[BUG] annotation last-applied-tolerations magically added in 1.1.0 #2120

Bobonium · 2020-12-18T17:24:49Z

Describe the bug
I manage my deployments with terraform. As a result I can see changes being done to the managed resources. I just upgraded to 1.1.0 and I did not ever configure any tolerations through the longhorn UI.
After the upgrade the following change is visible for the driver, the manager and the ui:

          ~ annotations      = {
              - "longhorn.io/last-applied-tolerations" = jsonencode([]) -> null
            }

The change shows us, that terraform wants to remove the annotation, as it's not part of the definition. It doesn't work though as longhorn always magically re-appends the value.
This is at least in theory also a problem for non terraform users. Re-applying the same deployment yamls should not result in a change. With this behavior it will always result in a change

To Reproduce

Deploy longhorn 1.1.0 from deployment yaml
Check annotations, the longhorn.io/last-applied-tolerations was magically added

Expected behavior
Please don't dynamically adjust resources that are being created by the deployment yamls. This has negative impacts for anyone that manages their true state in git

Log
irrelevant for the bug

Environment:
irrelevant for the bug

Additional context

The text was updated successfully, but these errors were encountered:

PhanLe1010 · 2020-12-18T23:20:15Z

@Bobonium

How does Terraform react when Longhorn automatically adds the annotation?
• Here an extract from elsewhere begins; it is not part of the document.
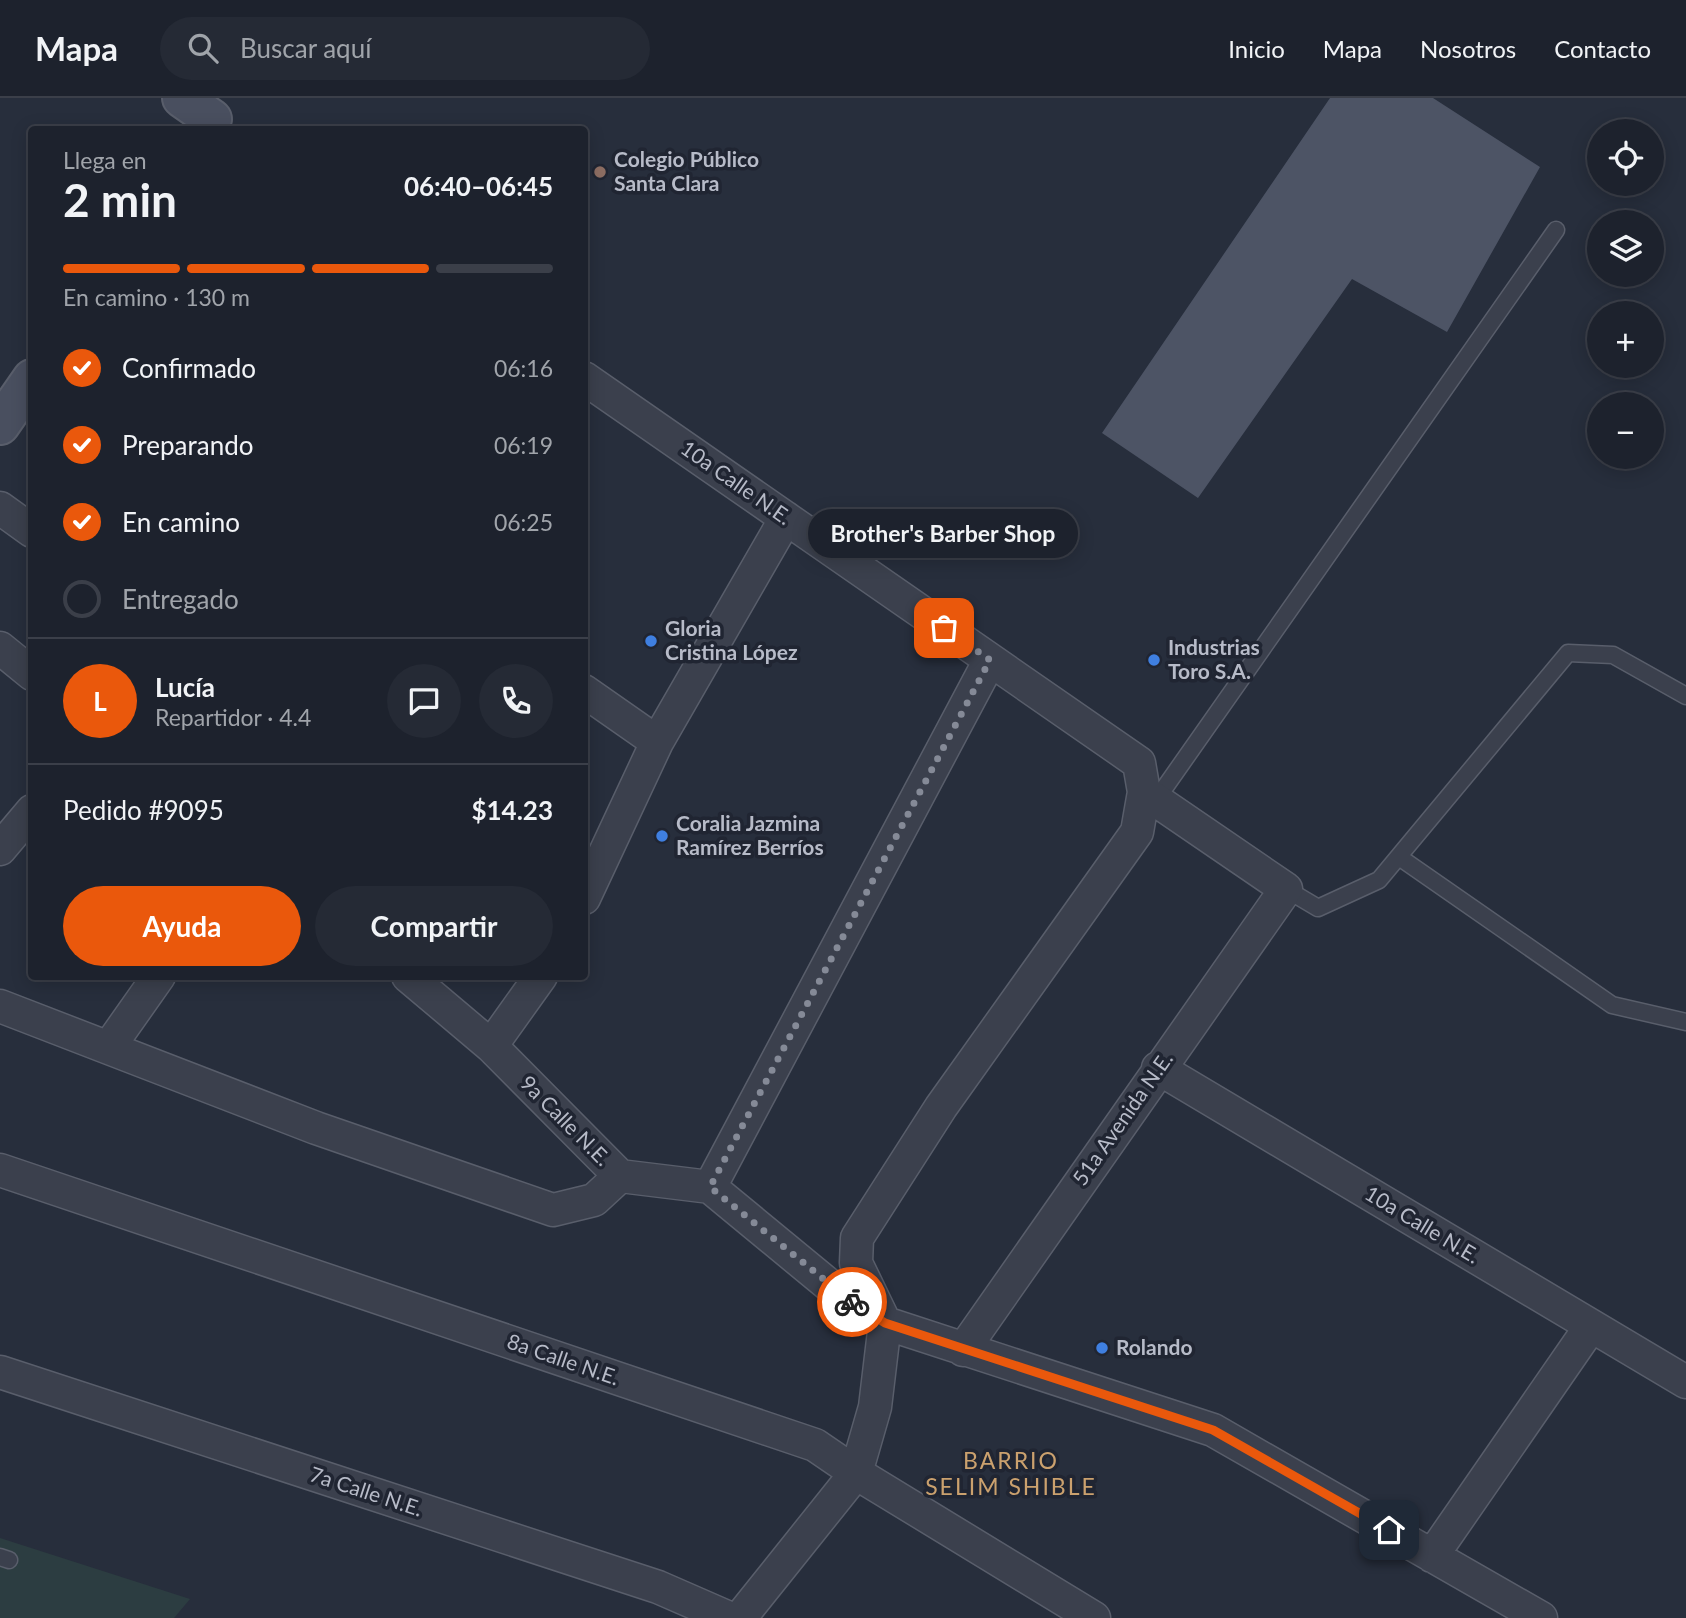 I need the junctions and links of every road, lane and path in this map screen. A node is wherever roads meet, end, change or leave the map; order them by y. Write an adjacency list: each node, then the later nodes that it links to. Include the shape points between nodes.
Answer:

E.g Does it deploy/redeploy Longhorn repeatedly? Do Longhorn's normal functionalities work ok?

In another word, how badly is the problem?

Bobonium · 2020-12-19T13:11:47Z

Hey @PhanLe1010 ,

Terraform will always show and applies a change, because longhorn automatically re-adds the annotation if it does not exist. I can (and I am currently) use a workaround, by simply adding the automated annotation to my terraform code, so it doesn't display a diff anymore.
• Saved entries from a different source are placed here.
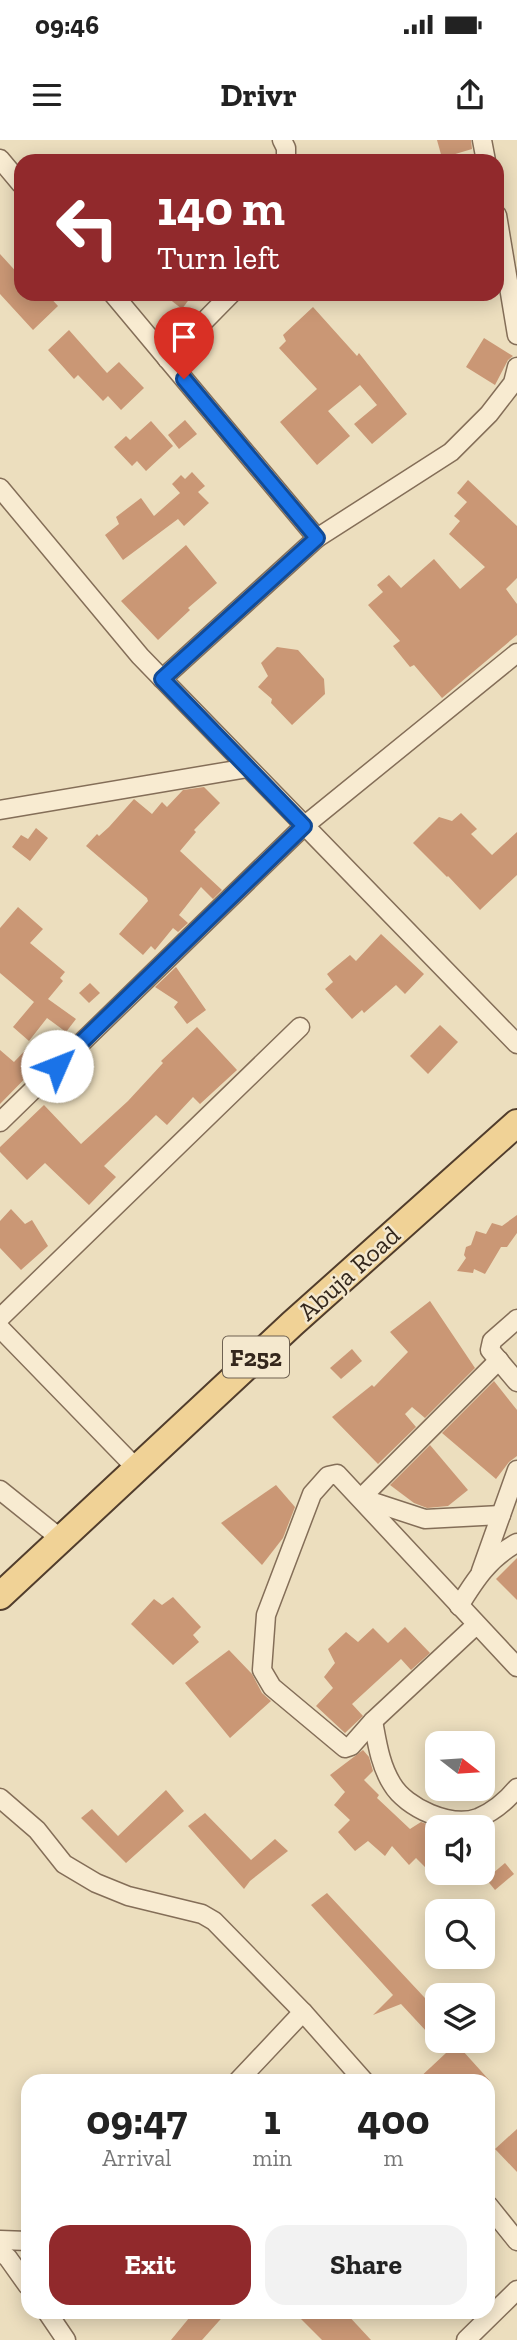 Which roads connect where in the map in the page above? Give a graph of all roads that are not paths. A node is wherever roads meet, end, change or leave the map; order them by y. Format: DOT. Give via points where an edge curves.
graph roads {
  1 [pos="0,159"];
  2 [pos="14,176"];
  3 [pos="504,257"];
  4 [pos="119,301"];
  5 [pos="224,301"];
  6 [pos="517,335"];
  7 [pos="167,359"];
  8 [pos="517,367"];
  9 [pos="0,488"];
  10 [pos="317,538"];
  11 [pos="517,653"];
  12 [pos="162,679"];
  13 [pos="248,768"];
  14 [pos="0,810"];
  15 [pos="304,826"];
  16 [pos="299,1027"];
  17 [pos="517,1044"];
  18 [pos="0,1122"];
  19 [pos="517,1123"];
  20 [pos="0,1318"];
  21 [pos="517,1319"];
  22 [pos="0,1328"];
  23 [pos="499,1360"];
  24 [pos="517,1382"];
  25 [pos="137,1469"];
  26 [pos="517,1470"];
  27 [pos="0,1490"];
  28 [pos="360,1498"];
  29 [pos="501,1515"];
  30 [pos="61,1539"];
  31 [pos="517,1544"];
  32 [pos="481,1570"];
  33 [pos="0,1597"];
  34 [pos="459,1606"];
  35 [pos="476,1625"];
  36 [pos="517,1667"];
  37 [pos="373,1721"];
  38 [pos="517,1788"];
  39 [pos="0,1798"];
  40 [pos="303,2012"];
  41 [pos="245,2074"];
  42 [pos="359,2074"];
  43 [pos="495,2214"];
  44 [pos="0,2240"];
  45 [pos="21,2241"];
  46 [pos="517,2241"];
  47 [pos="0,2251"];
  48 [pos="21,2276"];
  49 [pos="517,2290"];
  50 [pos="495,2312"];
  51 [pos="52,2319"];
  52 [pos="487,2319"];
  53 [pos="66,2340"];
  54 [pos="466,2340"];
  1 -- 2 [label="street"];
  3 -- 6 [label="street"];
  4 -- 7 [label="street"];
  5 -- 7 [label="street"];
  7 -- 10 [label="street"];
  8 -- 10 [label="street" via="513,383 489,414 451,452"];
  9 -- 12 [label="street"];
  10 -- 12 [label="street"];
  11 -- 15 [label="street"];
  12 -- 13 [label="street"];
  13 -- 14 [label="street"];
  13 -- 15 [label="street"];
  15 -- 17 [label="street"];
  15 -- 18 [label="street"];
  16 -- 20 [label="street"];
  19 -- 25 [label="main road, Abuja Road / F252"];
  21 -- 23 [label="street" via="492,1341 491,1350"];
  22 -- 25 [label="street"];
  23 -- 24 [label="street"];
  23 -- 28 [label="street"];
  25 -- 30 [label="main road, Abuja Road / F252"];
  26 -- 29 [label="street"];
  27 -- 30 [label="street"];
  28 -- 29 [label="street" via="425,1519"];
  28 -- 34 [label="street"];
  28 -- 37 [label="street" via="337,1474 328,1476 312,1494 266,1615 262,1670 272,1687 345,1748"];
  29 -- 32 [label="street"];
  30 -- 33 [label="main road, Abuja Road / F252"];
  31 -- 32 [label="street"];
  32 -- 34 [label="street"];
  34 -- 35 [label="street"];
  35 -- 36 [label="street"];
  35 -- 37 [label="street"];
  37 -- 38 [label="street" via="392,1784 404,1800 425,1811 450,1820 477,1818 507,1800"];
  39 -- 40 [label="street" via="37,1830 64,1864 96,1883 214,1921"];
  40 -- 41 [label="street"];
  40 -- 42 [label="street"];
  43 -- 46 [label="street"];
  44 -- 45 [label="street"];
  47 -- 48 [label="street"];
  49 -- 50 [label="street"];
  51 -- 53 [label="street"];
  52 -- 54 [label="street"];
} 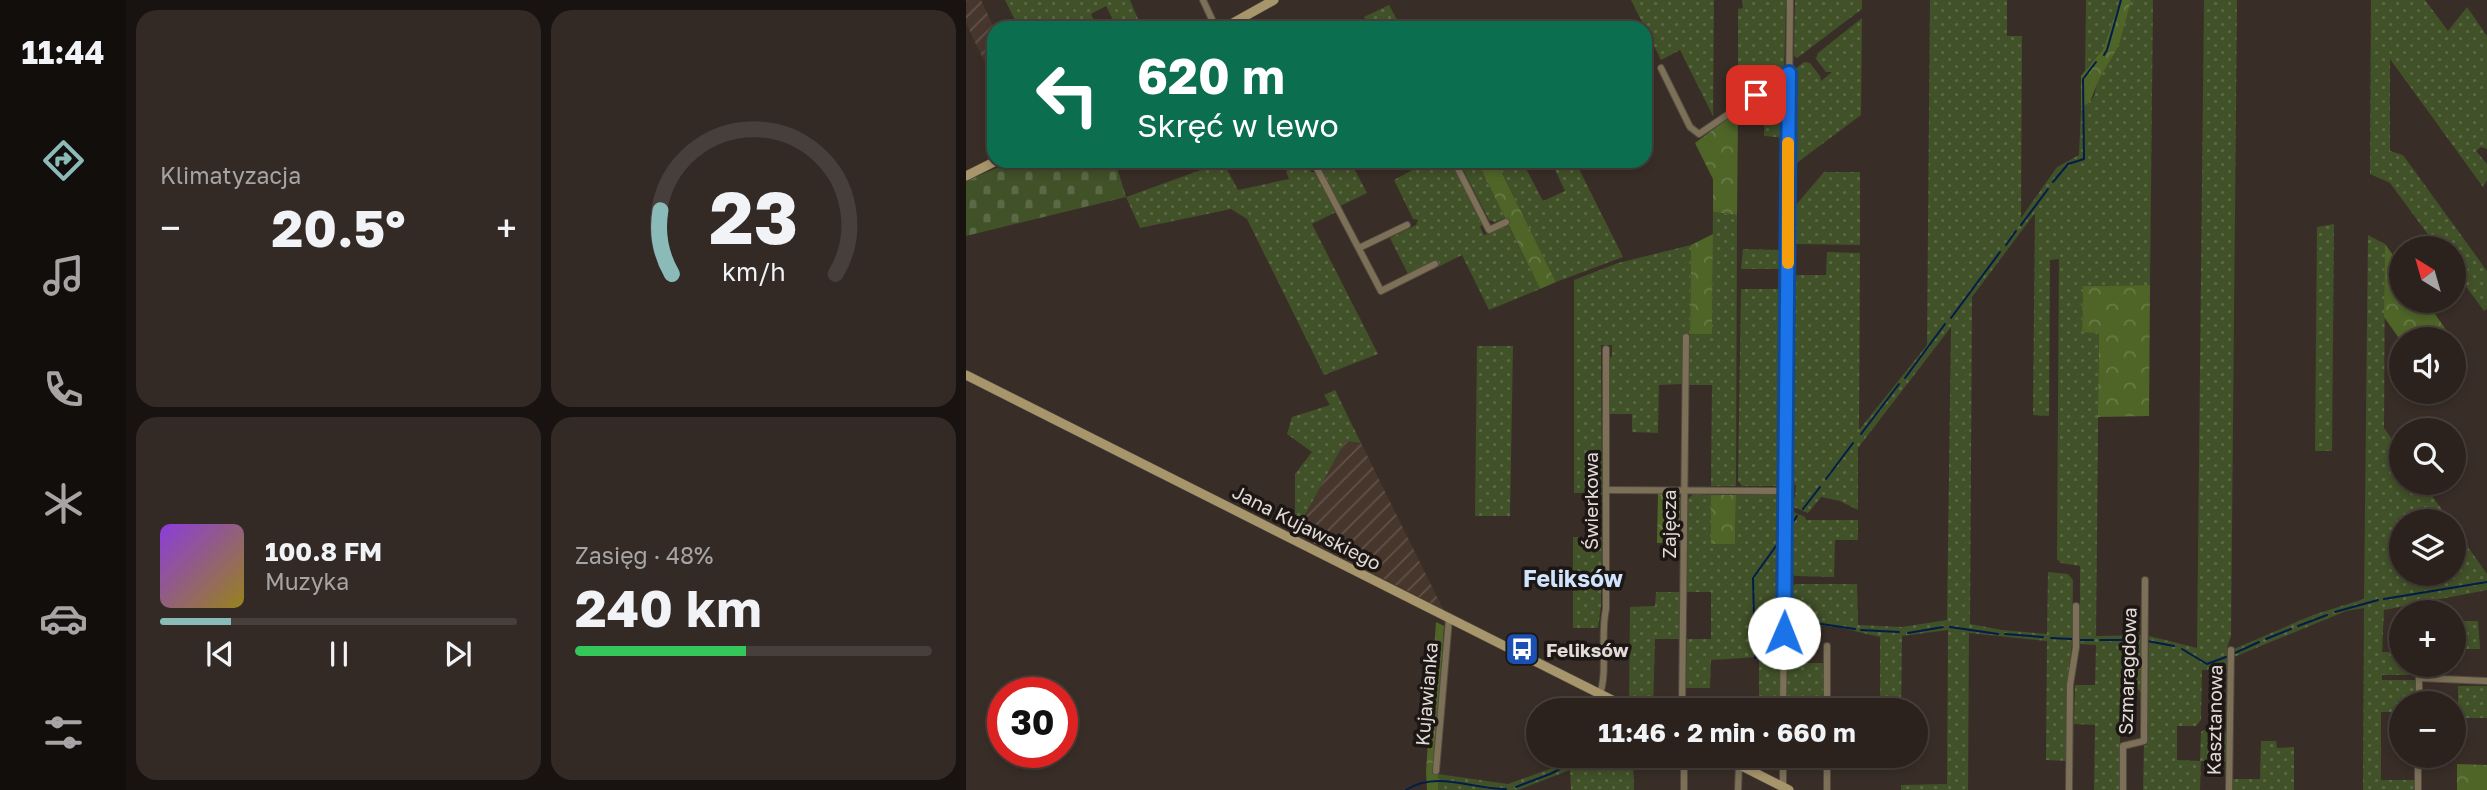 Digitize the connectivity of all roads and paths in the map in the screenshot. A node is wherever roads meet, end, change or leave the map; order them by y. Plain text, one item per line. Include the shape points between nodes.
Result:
1 (1203, 0) edge
2 (1274, 0) edge
3 (1790, 0) edge
4 (1213, 21) edge
5 (1244, 21) edge
6 (1661, 68) dead end
7 (1789, 73) junction
8 (987, 166) edge
9 (1318, 168) edge
10 (1458, 168) edge
11 (966, 176) edge
12 (1506, 222) dead end
13 (1407, 225) dead end
14 (1359, 248) junction
15 (1435, 264) dead end
16 (1686, 337) dead end
17 (1606, 349) dead end
18 (966, 376) edge
19 (1606, 490) junction
20 (1684, 490) junction
21 (1786, 491) junction
22 (2145, 580) dead end
23 (2076, 606) dead end
24 (1448, 619) junction
25 (1828, 646) dead end
26 (2231, 650) dead end
27 (2419, 678) joint
28 (2487, 681) edge
29 (2419, 691) edge
30 (1600, 694) junction
31 (1608, 698) edge
32 (1682, 698) edge
33 (1783, 698) edge
34 (1827, 698) edge
35 (1684, 768) edge
36 (1739, 768) edge
37 (1745, 768) edge
38 (1784, 768) edge
39 (1827, 768) edge
40 (2418, 768) edge
41 (1436, 771) dead end
42 (1785, 789) edge
43 (1684, 790) edge
44 (1738, 790) edge
45 (1827, 790) edge
46 (2069, 790) edge
47 (2123, 790) edge
48 (2229, 790) edge
49 (2418, 790) edge

1 - 4 street
2 - 5 main road
3 - 7 street
6 - 7 street via 1696,133
7 - 21 street
8 - 11 main road
9 - 14 street
10 - 12 street via 1489,230
13 - 14 street
14 - 15 street via 1381,291
16 - 20 street, Zajęcza
17 - 19 street, Świerkowa
18 - 24 main road, Jana Kujawskiego
19 - 20 street
19 - 30 street, Świerkowa
20 - 21 street
20 - 32 street, Zajęcza
21 - 33 street
22 - 47 street, Szmaragdowa via 2144,741 2123,746
23 - 46 street
24 - 30 main road, Jana Kujawskiego
24 - 41 street, Kujawianka
25 - 34 street
26 - 48 street, Kasztanowa
27 - 28 street
27 - 29 street
30 - 31 main road, Jana Kujawskiego
35 - 43 street
36 - 44 street
37 - 42 main road
38 - 42 street
39 - 45 street
40 - 49 street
This is less a technical problem as it is a design flaw, that in my opinion shows, that Longhorn as a Project is not as mature as claims to be (>1). To be honest I really like this project, more than any of the other alternatives that I've tried so far and I'd like it to succeed and keep on using it in the future. But seeing changes like these let me worry, because the storage layer is the single most important part within a Cluster. If it breaks, most of the running workloads break and as such every design decision should be well thought through. Frankly, I don't think that that this was the case here.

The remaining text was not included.